Today Goodguys holds Friday Night Drag Race programs catering to sportsman racers who race vehicles through 1999 vintage. The events feature gassers and super stockers and hundreds of popular drag machines in vintage trim.

==Goodguys founder Gary Meadors==
Gary Meadors is the founder and former Chairman of the Board of the Goodguys Rod & Custom Association. Gary grew up in the small central valley farming community of Dinuba, California. He built up his first hot rod at the age of 14, taking a 1947 Plymouth and installing a modified flathead Chrysler Six engine and then lowering the suspension until the car nearly scraped the ground – a Meadors rodding trademark to this day.

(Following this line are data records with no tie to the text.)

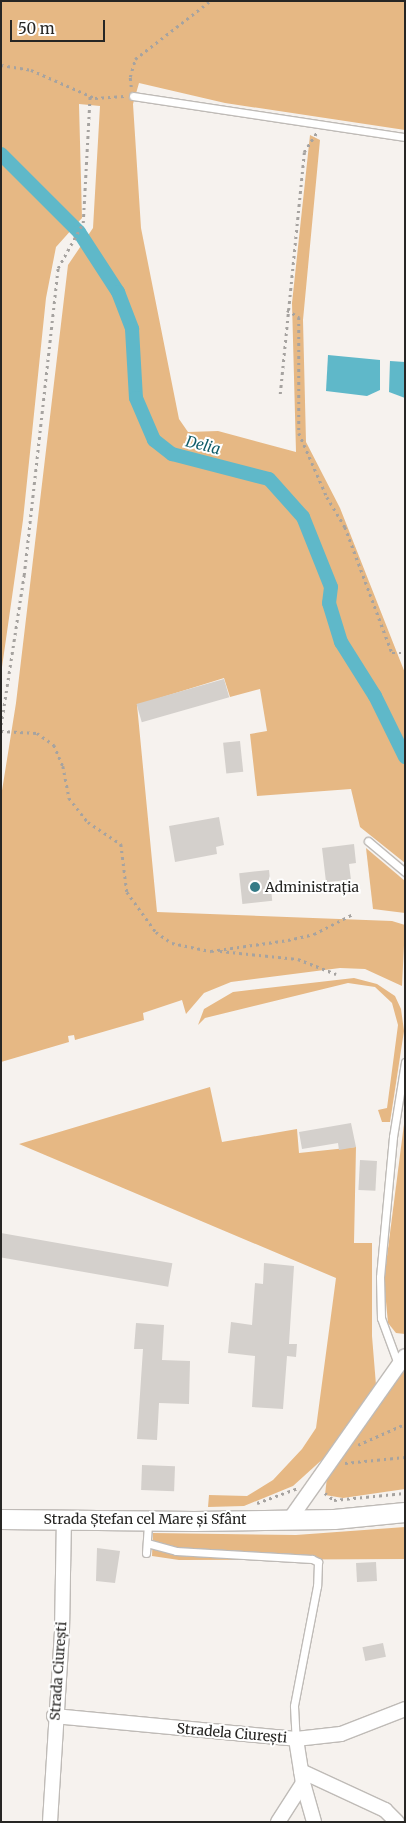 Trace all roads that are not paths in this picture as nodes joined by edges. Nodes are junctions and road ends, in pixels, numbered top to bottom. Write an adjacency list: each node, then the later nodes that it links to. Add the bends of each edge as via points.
1 (132, 96): 2 (lane)
2 (405, 137)
3 (368, 840): 4 (lane)
4 (405, 872)
5 (405, 1062): 6 (lane, via 393,1136 380,1277 381,1318)
6 (401, 1360): 8 (street)
7 (405, 1512): 8 (main road, Strada Ștefan cel Mare și Sfânt, via 334,1519)
8 (290, 1518): 11 (main road, Strada Ștefan cel Mare și Sfânt)
9 (1, 1519): 10 (main road, Strada Ștefan cel Mare și Sfânt)
10 (64, 1520): 11 (main road, Strada Ștefan cel Mare și Sfânt); 15 (street, Strada Ciurești, via 62,1631)
11 (148, 1520): 12 (lane)
12 (147, 1543): 13 (lane); 16 (lane, Strada Ștefan cel Mare și Sfânt, via 176,1551 312,1559 319,1567 294,1706)
13 (146, 1553)
14 (405, 1709): 16 (street, Stradela Ciurești, via 341,1734)
15 (54, 1716): 16 (street, Stradela Ciurești); 18 (street, Strada Ciurești)
16 (296, 1739): 17 (street)
17 (302, 1777): 19 (street); 20 (street); 21 (street, via 384,1810)
18 (50, 1822)
19 (278, 1822)
20 (314, 1822)
21 (397, 1822)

Meadors has accomplished several milestones in his hot rodding career including membership in the prestigious Bonneville 200 mi/h Club when he drove the Dozier & Hegarty blown flathead Chrysler-8 powered streamliner to a record speed of 223.220 mi/h at the Bonneville Salt Flats in 1994. In 1995, Gary was given the STREET RODDER Magazine Lifetime Achievement award. He was inducted into the Street Rod Marketing Alliance Hall of Fame in 1998 and at the 2004 SEMA show in Las Vegas, Meadors received the Hot Rod Industry Alliance (HRIA) “Lifetime Achievement” award for his contributions to the world of hot rods and customs. He died on December 27, 2015, at his home in Arizona.

==History==
The first Goodguys event was staged in 1983 in Pleasanton, California at the Alameda County Fairgrounds. It was a one-day car show which welcomed all years, makes and models of American Cars and Trucks. It was called the All American Get-Together. Held on a Saturday in March, the event attracted over 650 cars. In 1987, Goodguys went national with a small team of employees staging ten events across the country during the spring and summer catering to hot rods and custom cars and has continued this tradition ever since, expanding the schedule to include 24 events in 17 states in 2008. Throughout the 21-plus year run of the Goodguys summer series, Goodguys have staged more than 530 total events. In 2003, Goodguys became the world’s largest rodding association and now has over 70,000 active members worldwide.

The Goodguys Rod & Custom Association headquarters are located in a 10-story facility located at Texas Motor Speedway, overlooking Turn 2. Goodguys employs a team of 26 full-time staff members.

The Goodguys organization through the years set up many programs to highlight young talents and builders such as the "Trendsetter Award" which was awarded to Troy Ladd of Hollywood Hot Rods in 2007.

==Goodguys Gazette==
Since 1989, Goodguys has published the "Goodtimes Gazette" magazine which is distributed monthly to all association members. The publication was produced 8 times per year from 1989 through 1991. Starting with the October 1991 issue, the magazine went into production on a monthly basis. The magazine covers Goodguys events in depth but also features hot rodding Industry pioneers, Young Rodders and other stories of interest to hot rod and custom car enthusiasts. It also includes a cars for sale section.

==Advertising==
For a while, Goodguys events were advertised by a Wolfman Jack sounding spokesman.